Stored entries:
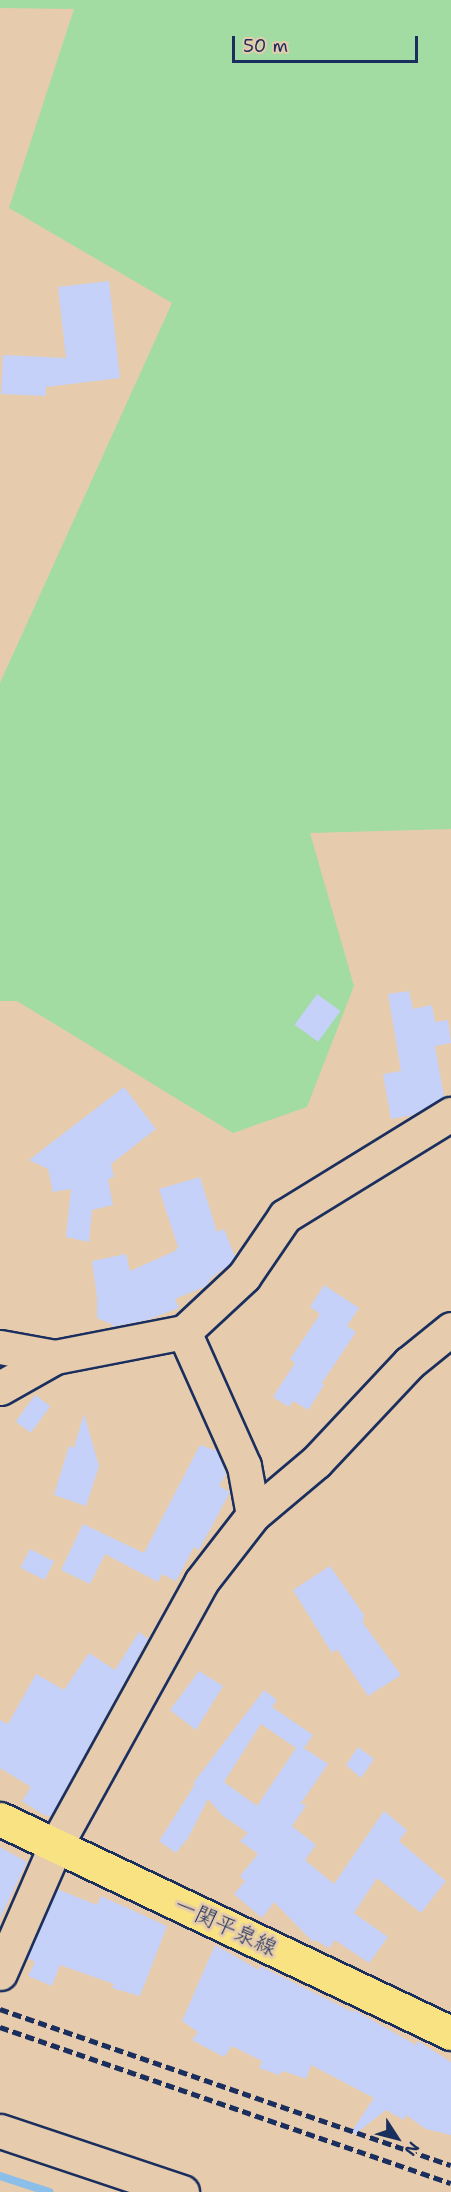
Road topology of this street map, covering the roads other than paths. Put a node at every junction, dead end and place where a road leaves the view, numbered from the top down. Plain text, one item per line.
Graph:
1 (451, 1114) edge
2 (451, 1329) edge
3 (184, 1332) junction
4 (0, 1347) edge
5 (55, 1357) junction
6 (0, 1388) edge
7 (253, 1515) junction
8 (0, 1819) edge
9 (56, 1845) junction
10 (0, 1973) edge
11 (451, 2033) edge
12 (0, 2131) edge
13 (182, 2192) edge

1 - 3 street
2 - 7 street
3 - 5 street
3 - 7 street
4 - 5 street
5 - 6 street
7 - 9 street
8 - 9 main road, 一関平泉線
9 - 10 street
9 - 11 main road, 一関平泉線
12 - 13 street

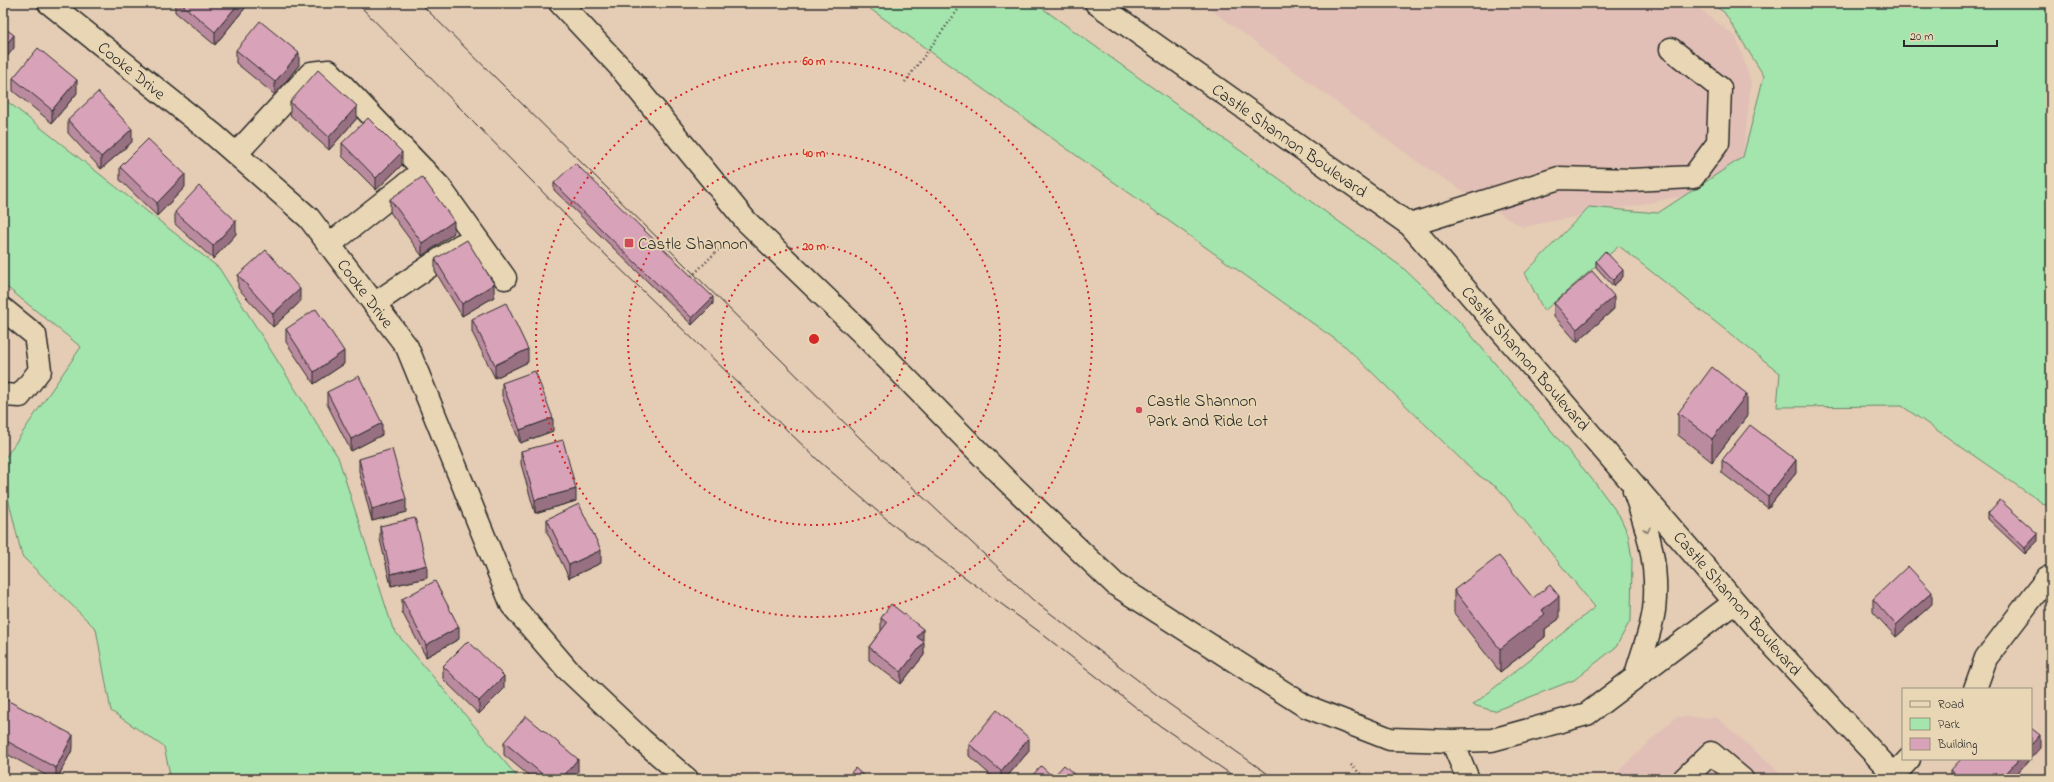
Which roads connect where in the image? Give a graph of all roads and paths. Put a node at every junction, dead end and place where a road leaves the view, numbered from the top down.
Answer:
1 (48, 3) edge
2 (560, 3) edge
3 (962, 3) edge
4 (1096, 3) edge
5 (1671, 49) dead end
6 (905, 82) dead end
7 (236, 154) junction
8 (424, 170) junction
9 (746, 221) junction
10 (1410, 224) junction
11 (474, 235) junction
12 (329, 245) junction
13 (505, 278) dead end
14 (688, 280) edge
15 (374, 304) junction
16 (3, 309) edge
17 (3, 395) edge
18 (1631, 480) junction
19 (2047, 578) dead end
20 (1735, 602) junction
21 (1635, 678) junction
22 (1975, 688) edge
23 (1452, 742) junction
24 (1908, 760) edge
25 (1351, 765) dead end
26 (1896, 777) edge
27 (687, 779) edge
28 (1366, 779) edge
29 (1468, 779) edge
30 (1684, 779) edge
31 (1742, 779) edge

1 - 7 street, Cooke Drive
2 - 9 street
3 - 6 path
4 - 10 street, Castle Shannon Boulevard
5 - 10 street
7 - 8 street
7 - 12 street, Cooke Drive
8 - 11 street
8 - 12 street
9 - 14 path
9 - 23 street
10 - 18 street, Castle Shannon Boulevard
11 - 13 street
11 - 15 street
12 - 15 street, Cooke Drive
15 - 27 street, Cooke Drive
16 - 17 street
18 - 20 street, Castle Shannon Boulevard
18 -> 21 street
19 - 22 street
20 - 21 street
20 - 26 street, Castle Shannon Boulevard
21 - 23 street
23 - 29 street
24 - 26 street
25 - 28 path
30 - 31 street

* ASSIGNED TASK *
Leave out the pictures, then return every line of the data exactly.

* OUTPUT *
Road topology of this street map, covering the roads other than paths. Put a node at every junction, dead end and place where a road leaves the view, numbered from the top down. Plain text, one item per line.
Graph:
1 (451, 1114) edge
2 (451, 1329) edge
3 (184, 1332) junction
4 (0, 1347) edge
5 (55, 1357) junction
6 (0, 1388) edge
7 (253, 1515) junction
8 (0, 1819) edge
9 (56, 1845) junction
10 (0, 1973) edge
11 (451, 2033) edge
12 (0, 2131) edge
13 (182, 2192) edge

1 - 3 street
2 - 7 street
3 - 5 street
3 - 7 street
4 - 5 street
5 - 6 street
7 - 9 street
8 - 9 main road, 一関平泉線
9 - 10 street
9 - 11 main road, 一関平泉線
12 - 13 street

Which roads connect where in the image? Give a graph of all roads and paths. Put a node at every junction, dead end and place where a road leaves the view, numbered from the top down.
Answer:
1 (48, 3) edge
2 (560, 3) edge
3 (962, 3) edge
4 (1096, 3) edge
5 (1671, 49) dead end
6 (905, 82) dead end
7 (236, 154) junction
8 (424, 170) junction
9 (746, 221) junction
10 (1410, 224) junction
11 (474, 235) junction
12 (329, 245) junction
13 (505, 278) dead end
14 (688, 280) edge
15 (374, 304) junction
16 (3, 309) edge
17 (3, 395) edge
18 (1631, 480) junction
19 (2047, 578) dead end
20 (1735, 602) junction
21 (1635, 678) junction
22 (1975, 688) edge
23 (1452, 742) junction
24 (1908, 760) edge
25 (1351, 765) dead end
26 (1896, 777) edge
27 (687, 779) edge
28 (1366, 779) edge
29 (1468, 779) edge
30 (1684, 779) edge
31 (1742, 779) edge

1 - 7 street, Cooke Drive
2 - 9 street
3 - 6 path
4 - 10 street, Castle Shannon Boulevard
5 - 10 street
7 - 8 street
7 - 12 street, Cooke Drive
8 - 11 street
8 - 12 street
9 - 14 path
9 - 23 street
10 - 18 street, Castle Shannon Boulevard
11 - 13 street
11 - 15 street
12 - 15 street, Cooke Drive
15 - 27 street, Cooke Drive
16 - 17 street
18 - 20 street, Castle Shannon Boulevard
18 -> 21 street
19 - 22 street
20 - 21 street
20 - 26 street, Castle Shannon Boulevard
21 - 23 street
23 - 29 street
24 - 26 street
25 - 28 path
30 - 31 street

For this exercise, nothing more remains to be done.